ODE XVI Tirée du Psaume CXXIX: De profundis clamavi ad te, Domine. (1763)
C'est encore un des Psaumes graduels, et la sixième des pénitentiaux. L'Eglise en a fait de plus un hymne funèbre, et c'est par excellence la prière pour les morts. Je l'ai traduit sur l'hébreu, dont le sens diffère absolument de celui de la vulgate en deux ou trois versets. Rien de plus tendre ni de plus consolant que ce petit poème. Il est plein de répétitions touchantes, et respire une certaine langueur qui donne au sentiment les grâces naturelles et l'air négligé qu'il doit avoir.
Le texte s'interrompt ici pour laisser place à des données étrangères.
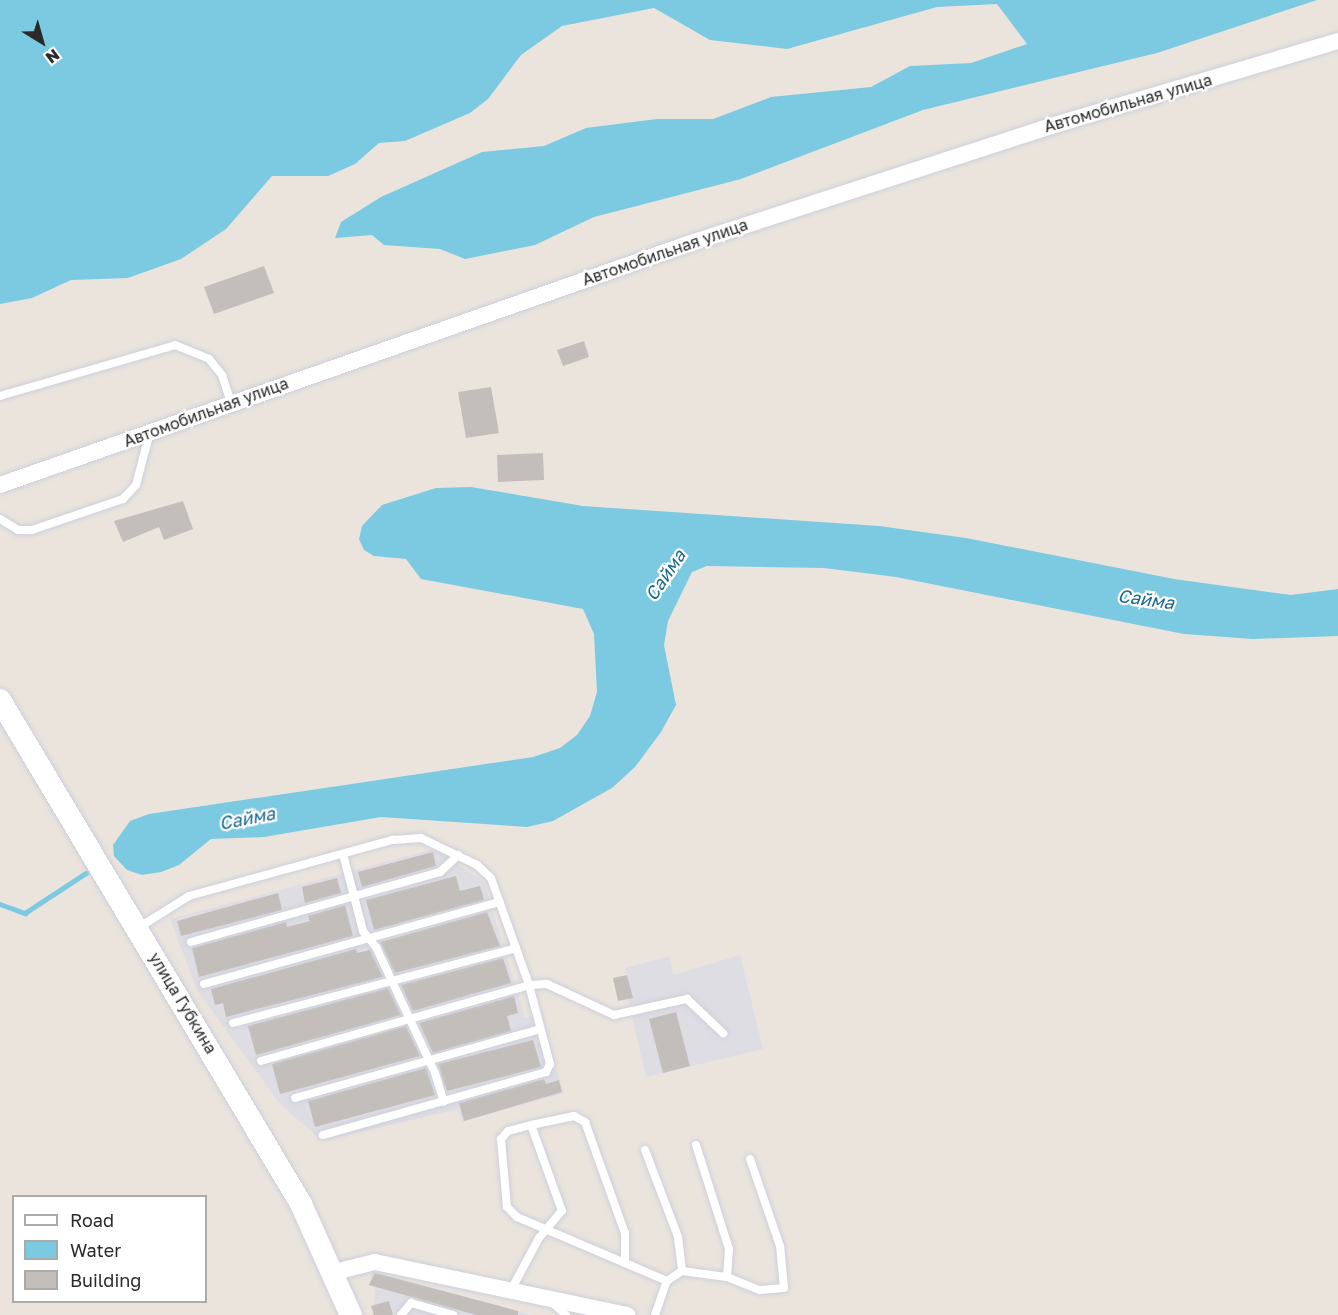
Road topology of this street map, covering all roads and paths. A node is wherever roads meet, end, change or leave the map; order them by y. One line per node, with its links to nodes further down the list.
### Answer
1 (1338, 41): 3 (street, Автомобильная улица)
2 (0, 396): 3 (lane)
3 (231, 403): 4 (street, Автомобильная улица)
4 (150, 432): 5 (street, Автомобильная улица); 6 (lane)
5 (0, 485)
6 (0, 519)
7 (0, 700): 8 (street, улица Губкина)
8 (7, 726): 13 (street, улица Губкина)
9 (343, 854): 10 (lane); 11 (lane); 13 (lane)
10 (458, 855): 11 (lane); 12 (lane)
11 (354, 896): 14 (lane); 15 (lane)
12 (500, 902): 14 (lane); 16 (lane)
13 (138, 928): 36 (street, улица Губкина)
14 (369, 938): 17 (lane); 18 (lane)
15 (191, 942)
16 (516, 948): 17 (lane); 19 (lane)
17 (390, 981): 20 (lane); 21 (lane)
18 (204, 984)
19 (529, 985): 20 (lane); 22 (lane); 23 (lane)
20 (409, 1021): 24 (lane); 25 (lane)
21 (233, 1023)
22 (537, 1030): 24 (lane); 27 (lane)
23 (723, 1033)
24 (427, 1060): 26 (lane); 27 (lane)
25 (261, 1061)
26 (295, 1098)
27 (444, 1102): 29 (lane)
28 (531, 1125): 33 (lane); 33 (lane); 34 (lane)
29 (322, 1136)
30 (696, 1145): 37 (lane)
31 (645, 1150): 35 (lane)
32 (750, 1160): 37 (lane)
33 (546, 1229): 34 (lane); 39 (lane)
34 (625, 1263): 38 (lane)
35 (682, 1270): 37 (lane); 38 (lane)
36 (334, 1272): 39 (street); 41 (street, улица Губкина)
37 (727, 1277)
38 (668, 1281): 46 (lane)
39 (510, 1294): 40 (street)
40 (550, 1301): 44 (lane); 45 (street)
41 (351, 1315)
42 (401, 1315): 43 (lane)
43 (453, 1315)
44 (566, 1315)
45 (627, 1315)
46 (655, 1315)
Je t'adresse ma voix plaintive, Seigneur, de l'abîme où je suis. Que deviendrai-je si tu fuis Mon âme en ses liens captive? Entends les regrets de mon coeur, Et prête une oreille attentive A la prière d'un pécheur. Ah! grand Dieu, si dans ta vengeance Tu comptais nos iniquités, Comment fuir tes yeux irrités! Comment soutenir ta présence! Mais ta bonté suspend tes coups, Et tu me montres ta clémence Pour que je craigne ton courroux. J'attends le Seigneur, je l'implore Par mes larmes et par mes voeux. Mon âme attend l'effet heureux De ses promesses qu'elle adore; Et les gardes de nos remparts Soupirent moins après l'aurore Qu'ils appellent par leurs regards. Dans le juste effroi qui vous glace, Mortels, espérez au Seigneur: Espérez tout de sa douceur, Sa pitié jamais ne se lasse. Qu'Israël soit toujours soumis, Israël obtiendra sa grâce, Et ses péchés seront remis.